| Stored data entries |
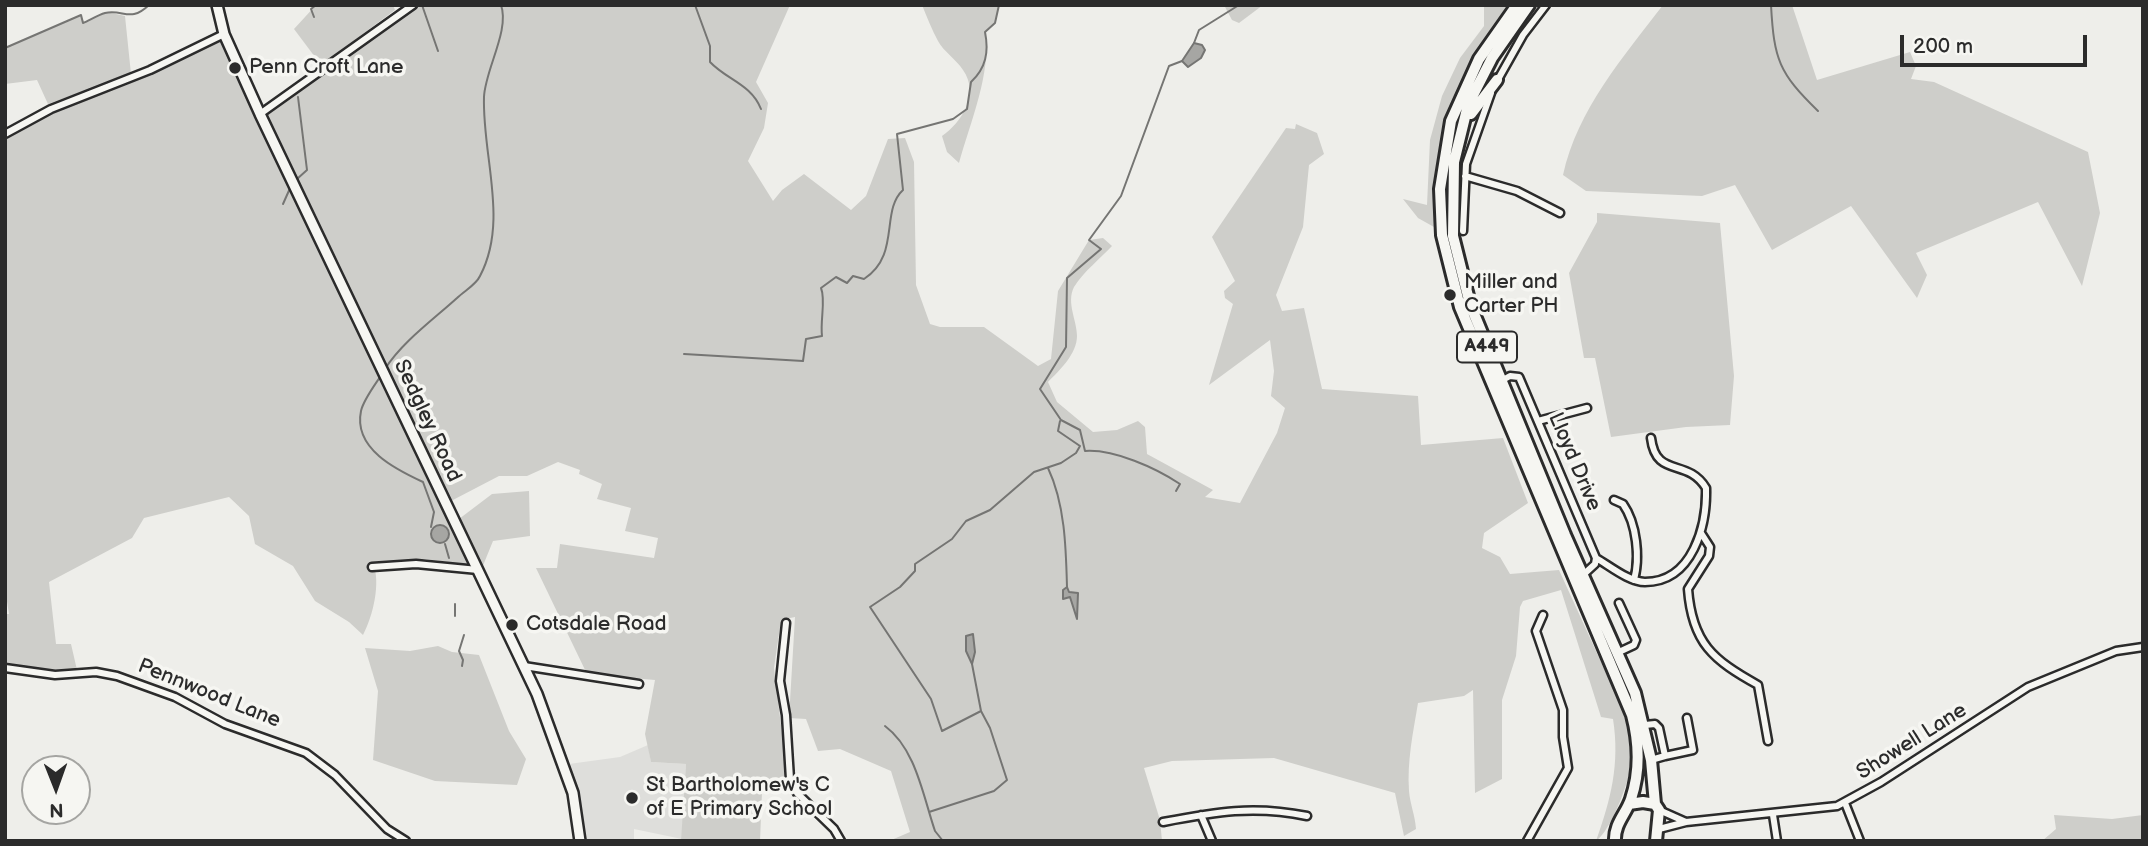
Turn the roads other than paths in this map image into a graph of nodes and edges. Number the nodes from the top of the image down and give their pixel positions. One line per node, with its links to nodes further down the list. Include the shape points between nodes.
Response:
1 (217, 5): 6 (street, Sedgley Road)
2 (413, 5): 8 (street)
3 (1517, 5): 39 (highway, A449, via 1479,59 1451,121 1440,189 1442,234 1460,307 1632,715 1637,746)
4 (1529, 5): 10 (highway, A449, via 1479,81)
5 (1546, 5): 7 (street)
6 (223, 28): 8 (street, Sedgley Road); 9 (street, via 150,71 51,109)
7 (1497, 80): 10 (highway, via 1472,110); 11 (street)
8 (260, 114): 22 (street, Sedgley Road)
9 (5, 134)
10 (1456, 148): 14 (highway, A449, via 1452,190 1457,255 1470,304)
11 (1465, 176): 12 (street, via 1517,191); 13 (street)
12 (1560, 213)
13 (1463, 231)
14 (1501, 381): 16 (street, Lloyd Drive, via 1519,377); 23 (highway, A449)
15 (1587, 408): 16 (street)
16 (1538, 421): 20 (street, Lloyd Drive)
17 (1651, 438): 19 (street, via 1657,459 1665,465 1688,468 1706,488)
18 (1614, 500): 24 (street, via 1623,504 1630,520 1638,564)
19 (1701, 533): 24 (street, via 1682,567 1667,578); 35 (street, via 1710,547 1688,589 1695,632 1732,671 1758,685)
20 (1596, 558): 23 (street); 24 (street)
21 (372, 567): 22 (street, via 416,564)
22 (479, 570): 30 (street, Sedgley Road)
23 (1583, 575): 29 (highway, A449)
24 (1634, 580)
25 (1619, 603): 29 (street, via 1636,640)
26 (1543, 615): 52 (street, via 1536,631 1563,710 1569,761)
27 (786, 623): 50 (street, via 780,681 790,779)
28 (2143, 647): 38 (street, Showell Lane, via 2116,651 2028,687)
29 (1619, 652): 34 (highway, A449)
30 (524, 666): 32 (street); 49 (street, Sedgley Road, via 569,781)
31 (5, 668): 48 (street, Pennwood Lane, via 117,676 175,697 225,724 306,753 335,775 387,829)
32 (639, 684)
33 (1687, 718): 36 (street, via 1693,750)
34 (1645, 725): 36 (street, via 1659,728); 37 (highway, A449)
35 (1768, 741)
36 (1665, 755): 37 (street)
37 (1651, 760): 40 (highway, A449)
38 (1845, 803): 42 (street, Showell Lane); 54 (street)
39 (1629, 804): 40 (highway); 46 (highway)
40 (1657, 807): 45 (street, Showell Lane); 47 (highway)
41 (1201, 815): 43 (street, via 1255,808); 44 (street); 51 (street)
42 (1773, 815): 45 (street, Showell Lane); 53 (street)
43 (1307, 816)
44 (1163, 822)
45 (1686, 822): 47 (street, Showell Lane)
46 (1614, 838)
47 (1657, 838)
48 (406, 841)
49 (580, 841)
50 (841, 841)
51 (1212, 841)
52 (1527, 841)
53 (1777, 841)
54 (1860, 841)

| Instructions to follow |
Aside from the pictures, copy all of the entries exactly.

| Solution to the exercise |
Turn the roads other than paths in this map image into a graph of nodes and edges. Number the nodes from the top of the image down and give their pixel positions. One line per node, with its links to nodes further down the list. Include the shape points between nodes.
Response:
1 (217, 5): 6 (street, Sedgley Road)
2 (413, 5): 8 (street)
3 (1517, 5): 39 (highway, A449, via 1479,59 1451,121 1440,189 1442,234 1460,307 1632,715 1637,746)
4 (1529, 5): 10 (highway, A449, via 1479,81)
5 (1546, 5): 7 (street)
6 (223, 28): 8 (street, Sedgley Road); 9 (street, via 150,71 51,109)
7 (1497, 80): 10 (highway, via 1472,110); 11 (street)
8 (260, 114): 22 (street, Sedgley Road)
9 (5, 134)
10 (1456, 148): 14 (highway, A449, via 1452,190 1457,255 1470,304)
11 (1465, 176): 12 (street, via 1517,191); 13 (street)
12 (1560, 213)
13 (1463, 231)
14 (1501, 381): 16 (street, Lloyd Drive, via 1519,377); 23 (highway, A449)
15 (1587, 408): 16 (street)
16 (1538, 421): 20 (street, Lloyd Drive)
17 (1651, 438): 19 (street, via 1657,459 1665,465 1688,468 1706,488)
18 (1614, 500): 24 (street, via 1623,504 1630,520 1638,564)
19 (1701, 533): 24 (street, via 1682,567 1667,578); 35 (street, via 1710,547 1688,589 1695,632 1732,671 1758,685)
20 (1596, 558): 23 (street); 24 (street)
21 (372, 567): 22 (street, via 416,564)
22 (479, 570): 30 (street, Sedgley Road)
23 (1583, 575): 29 (highway, A449)
24 (1634, 580)
25 (1619, 603): 29 (street, via 1636,640)
26 (1543, 615): 52 (street, via 1536,631 1563,710 1569,761)
27 (786, 623): 50 (street, via 780,681 790,779)
28 (2143, 647): 38 (street, Showell Lane, via 2116,651 2028,687)
29 (1619, 652): 34 (highway, A449)
30 (524, 666): 32 (street); 49 (street, Sedgley Road, via 569,781)
31 (5, 668): 48 (street, Pennwood Lane, via 117,676 175,697 225,724 306,753 335,775 387,829)
32 (639, 684)
33 (1687, 718): 36 (street, via 1693,750)
34 (1645, 725): 36 (street, via 1659,728); 37 (highway, A449)
35 (1768, 741)
36 (1665, 755): 37 (street)
37 (1651, 760): 40 (highway, A449)
38 (1845, 803): 42 (street, Showell Lane); 54 (street)
39 (1629, 804): 40 (highway); 46 (highway)
40 (1657, 807): 45 (street, Showell Lane); 47 (highway)
41 (1201, 815): 43 (street, via 1255,808); 44 (street); 51 (street)
42 (1773, 815): 45 (street, Showell Lane); 53 (street)
43 (1307, 816)
44 (1163, 822)
45 (1686, 822): 47 (street, Showell Lane)
46 (1614, 838)
47 (1657, 838)
48 (406, 841)
49 (580, 841)
50 (841, 841)
51 (1212, 841)
52 (1527, 841)
53 (1777, 841)
54 (1860, 841)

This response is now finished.